View Full Version : Music, Aesthetics and Literature
Musaeus
07-26-2010, 12:26 PM
I am interested in the ways in which these three pursuits interact, and have interacted in the past in extraordinary ways.
Figures who fascinate are Purcell and the English opera; Mozart, da Ponte and the Italian opera; Beethoven and Goethe; Schumann and Liszt; Wagner, Schopenhauer, Nietzche and Mann (and Strauss); Britten and the revival of English opera; and the general musical chaos of the present age.
Other aesthetic philosophers: Plato (who had strong views); Hegel; Wittgenstein, to an extent; Croce; in the present, Scruton (see his 'The Aesthetics of Music'). I don't count Marxists.
I wonder what the ideal relationship between literature and music is in a culture. I wonder if anyone has written with really deep understanding, and yet without excessive bias, on the subject.
johann cruyff
07-26-2010, 02:38 PM
I suggest you try T. Adorno's Philosophy of Modern Music. Other than being one of the most important philosophers and sociologists of the XX century, Adorno was also well versed in music, and one of his main philosophical interests was exactly in the field of aesthetics. I believe this would be very close to what you're looking for.
Musaeus
07-26-2010, 03:25 PM
Thanks - but the problem with Adorno is that he was pretty much a Marxist modernist and rejected everything that did not fit his world view (as I understand it).
Scruton devotes a number of pages to the refutation of Adorno - and I side with Scruton
Sebas. Melmoth
07-26-2010, 05:58 PM
the ideal relationship between literature and music
Carl Dahlhaus on Wagner's Tristan und Isolde speaks of the 'intercutting' of logos and melos, and how neither word nor music is given priority one over another, but rather the 'music' of poetry and the 'meaning' of music (i.e., leitmotif) are synthesized into this 'artwork of the future' (in tandem with movement and stage design).

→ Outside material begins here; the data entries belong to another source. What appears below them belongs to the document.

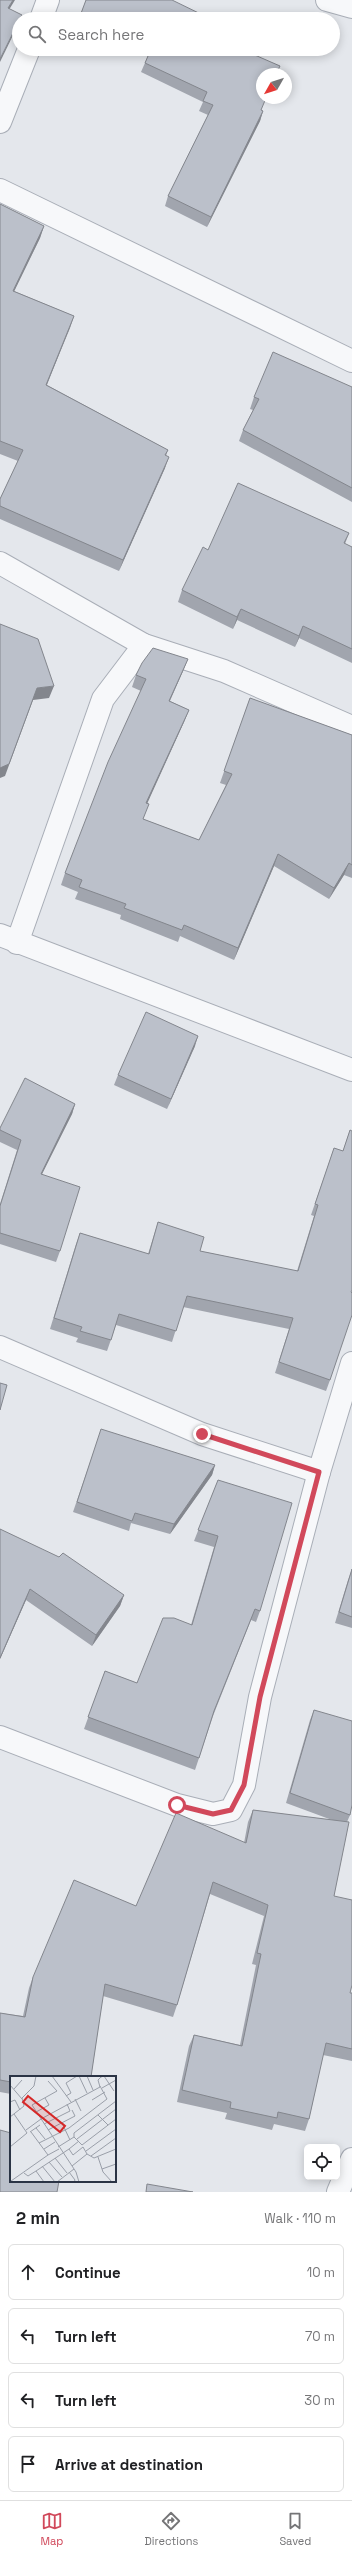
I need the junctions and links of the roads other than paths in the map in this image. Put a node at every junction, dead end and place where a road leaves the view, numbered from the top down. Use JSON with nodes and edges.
{"nodes":[{"id":1,"x":48,"y":0,"type":"edge"},
{"id":2,"x":327,"y":0,"type":"edge"},
{"id":3,"x":352,"y":7,"type":"edge"},
{"id":4,"x":44,"y":12,"type":"edge"},
{"id":5,"x":26,"y":56,"type":"edge"},
{"id":6,"x":0,"y":122,"type":"edge"},
{"id":7,"x":0,"y":190,"type":"edge"},
{"id":8,"x":352,"y":361,"type":"edge"},
{"id":9,"x":0,"y":563,"type":"edge"},
{"id":10,"x":144,"y":645,"type":"junction"},
{"id":11,"x":352,"y":727,"type":"edge"},
{"id":12,"x":8,"y":939,"type":"edge"},
{"id":13,"x":352,"y":1070,"type":"edge"},
{"id":14,"x":0,"y":1348,"type":"edge"},
{"id":15,"x":352,"y":1363,"type":"edge"},
{"id":16,"x":319,"y":1472,"type":"junction"},
{"id":17,"x":0,"y":1737,"type":"edge"},
{"id":18,"x":352,"y":2159,"type":"edge"},
{"id":19,"x":338,"y":2192,"type":"edge"}],
"edges":[{"from":1,"to":4,"type":"street"},
{"from":2,"to":3,"type":"street"},
{"from":5,"to":6,"type":"street"},
{"from":7,"to":8,"type":"street"},
{"from":9,"to":10,"type":"street"},
{"from":10,"to":11,"type":"street"},
{"from":10,"to":12,"type":"street"},
{"from":12,"to":13,"type":"street"},
{"from":14,"to":16,"type":"street"},
{"from":15,"to":16,"type":"street"},
{"from":16,"to":17,"type":"street"},
{"from":18,"to":19,"type":"street"}]}
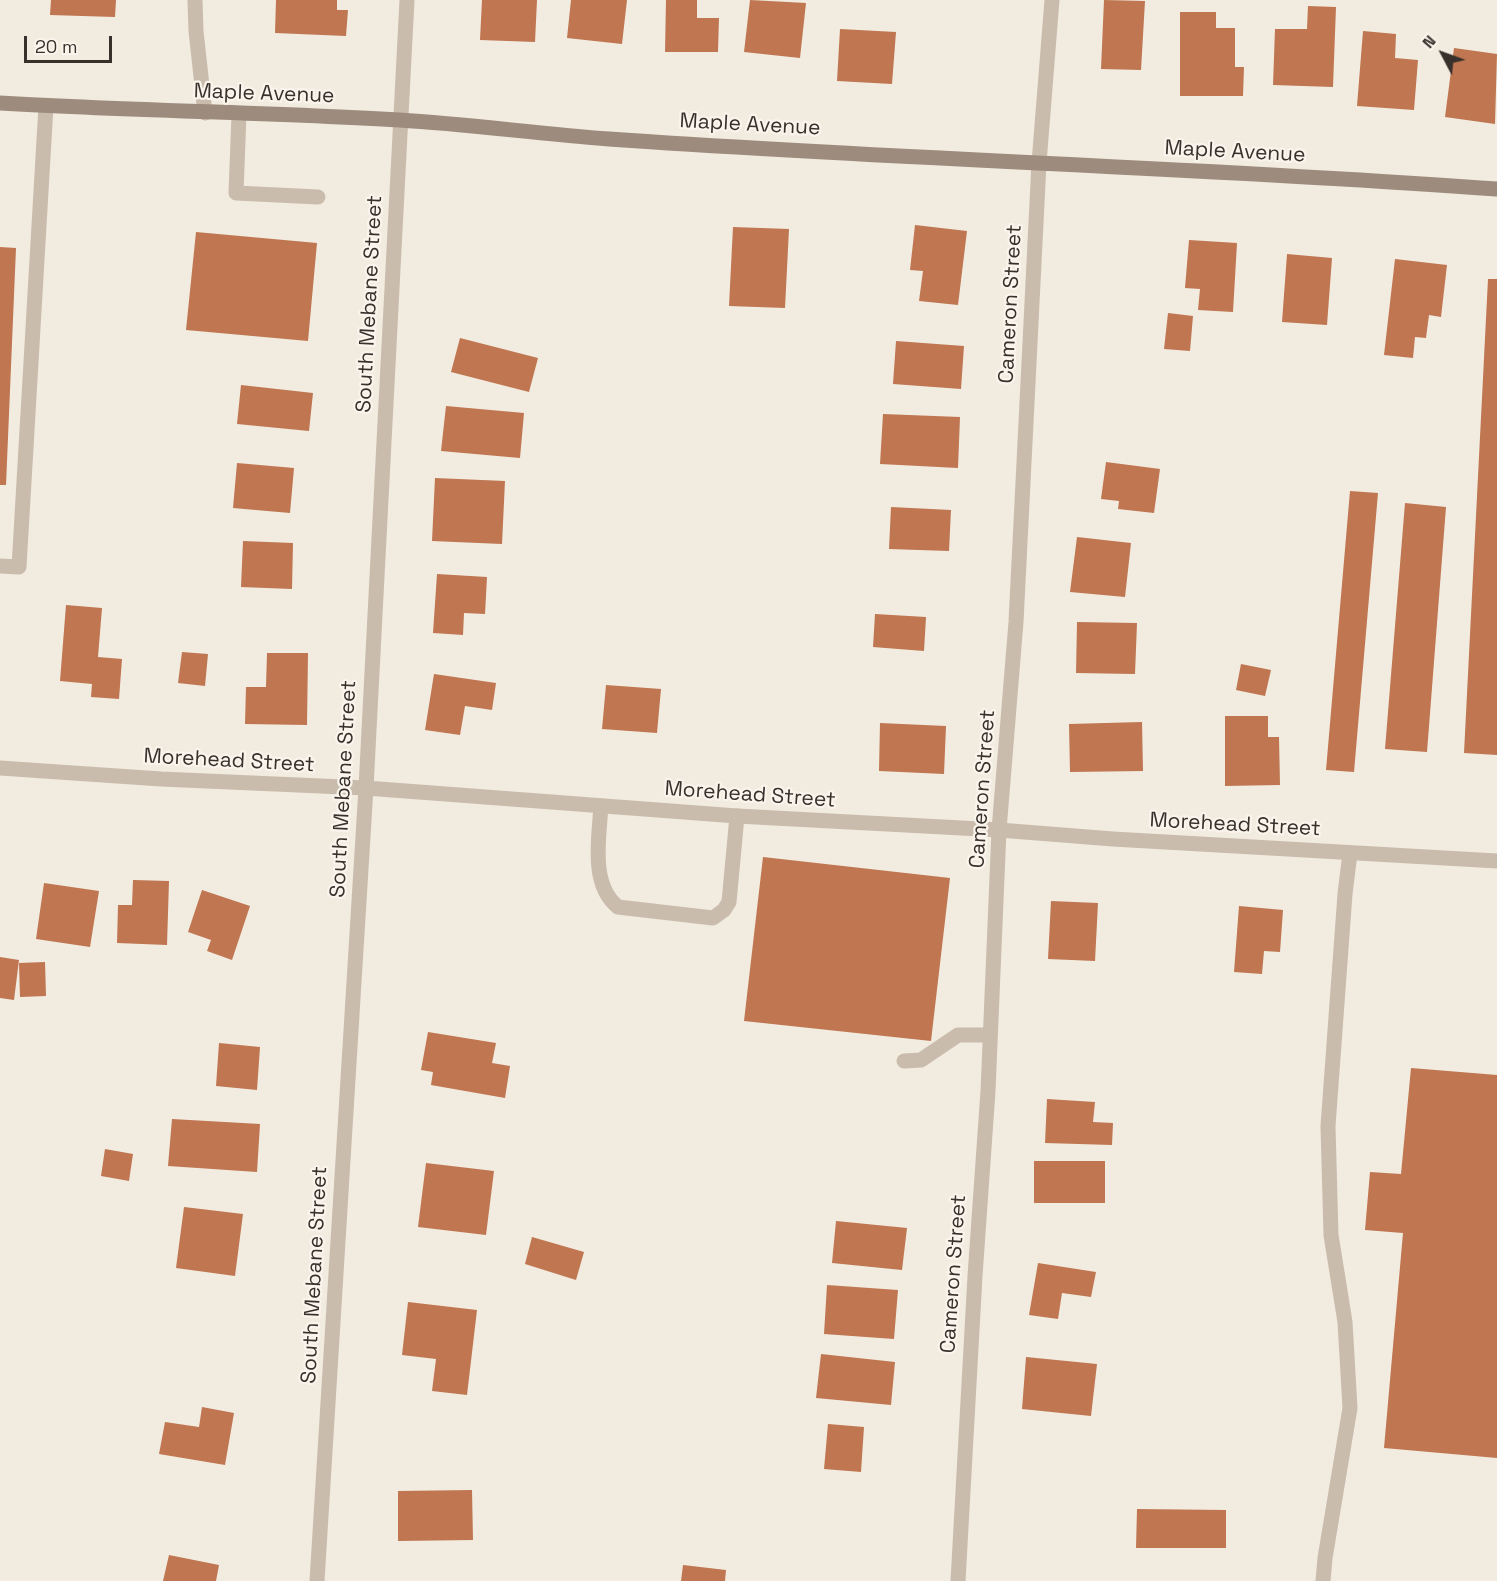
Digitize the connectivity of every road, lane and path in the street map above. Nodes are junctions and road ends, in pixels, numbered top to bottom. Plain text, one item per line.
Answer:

http://en.wikipedia.org/wiki/Carl_Dahlhaus
http://en.wikipedia.org/wiki/Leitmotive
Musaeus
07-26-2010, 06:50 PM
Interesting Mr Melmoth - thanks for the refs which I'll follow; but we cannot pretend that in Wagner the word is equal to the music! You really dont have to understand a word of it. In fact Tristan has some intriguing examples: the Prelude to Act I, for instance - surely that could not be about anything except love, erotic love. Could it? Or, at any rate, it uses the musical language of love as it had developed over the 19th century. Is it simply the fact that one has heard it before that informs that music with meanings that preclude its being, say, religious or some other kind of yearning (at any rate it is about yearning)
Sebas. Melmoth
07-26-2010, 07:17 PM
Of course Wagner's extended chromaticism and delayed resolution in Tristan launched Modernism in music via Bruckner, Mahler, and Schönberg.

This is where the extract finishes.